**What the exercise asks**
This exercise asks for a copy of each line in the records below with the word "graph" in it.

**Listed records**
•••

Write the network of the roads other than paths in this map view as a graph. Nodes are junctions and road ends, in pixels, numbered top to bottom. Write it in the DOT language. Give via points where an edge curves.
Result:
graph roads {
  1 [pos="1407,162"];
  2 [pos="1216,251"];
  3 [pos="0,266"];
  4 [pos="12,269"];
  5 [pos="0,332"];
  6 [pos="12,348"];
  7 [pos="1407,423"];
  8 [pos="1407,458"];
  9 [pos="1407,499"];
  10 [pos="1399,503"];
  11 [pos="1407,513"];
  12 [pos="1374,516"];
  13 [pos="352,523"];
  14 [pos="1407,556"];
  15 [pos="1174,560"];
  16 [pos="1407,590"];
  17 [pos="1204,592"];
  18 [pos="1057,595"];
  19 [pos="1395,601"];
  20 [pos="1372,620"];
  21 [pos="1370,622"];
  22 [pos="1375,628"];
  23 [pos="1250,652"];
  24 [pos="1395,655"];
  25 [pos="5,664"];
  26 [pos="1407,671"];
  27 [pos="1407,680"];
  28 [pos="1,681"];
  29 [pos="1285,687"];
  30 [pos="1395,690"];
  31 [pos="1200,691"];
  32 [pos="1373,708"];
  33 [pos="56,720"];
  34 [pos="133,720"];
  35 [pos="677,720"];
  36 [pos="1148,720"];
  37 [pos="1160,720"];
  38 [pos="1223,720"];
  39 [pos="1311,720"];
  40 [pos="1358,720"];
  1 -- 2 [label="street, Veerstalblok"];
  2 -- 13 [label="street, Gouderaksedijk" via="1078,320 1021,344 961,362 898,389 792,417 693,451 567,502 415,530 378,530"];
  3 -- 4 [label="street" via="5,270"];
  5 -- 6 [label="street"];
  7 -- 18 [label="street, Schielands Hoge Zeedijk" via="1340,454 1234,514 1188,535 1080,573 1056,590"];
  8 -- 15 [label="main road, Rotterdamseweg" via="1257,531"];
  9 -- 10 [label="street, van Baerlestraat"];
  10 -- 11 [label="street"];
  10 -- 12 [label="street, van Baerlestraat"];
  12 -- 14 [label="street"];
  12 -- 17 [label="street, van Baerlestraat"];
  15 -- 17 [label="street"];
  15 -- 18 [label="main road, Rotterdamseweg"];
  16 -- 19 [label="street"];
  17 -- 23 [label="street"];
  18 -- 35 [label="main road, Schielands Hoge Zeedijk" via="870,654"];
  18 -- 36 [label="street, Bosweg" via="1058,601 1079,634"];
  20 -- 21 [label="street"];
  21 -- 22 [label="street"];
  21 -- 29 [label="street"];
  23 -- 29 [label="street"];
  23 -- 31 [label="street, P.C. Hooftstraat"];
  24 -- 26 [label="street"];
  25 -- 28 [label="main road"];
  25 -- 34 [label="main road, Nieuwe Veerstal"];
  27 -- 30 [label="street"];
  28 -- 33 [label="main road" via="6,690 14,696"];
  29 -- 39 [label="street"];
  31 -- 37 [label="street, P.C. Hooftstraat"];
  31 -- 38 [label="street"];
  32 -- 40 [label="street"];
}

•••

**Solved problem**
Write the network of the roads other than paths in this map view as a graph. Nodes are junctions and road ends, in pixels, numbered top to bottom. Write it in the DOT language. Give via points where an edge curves.
graph roads {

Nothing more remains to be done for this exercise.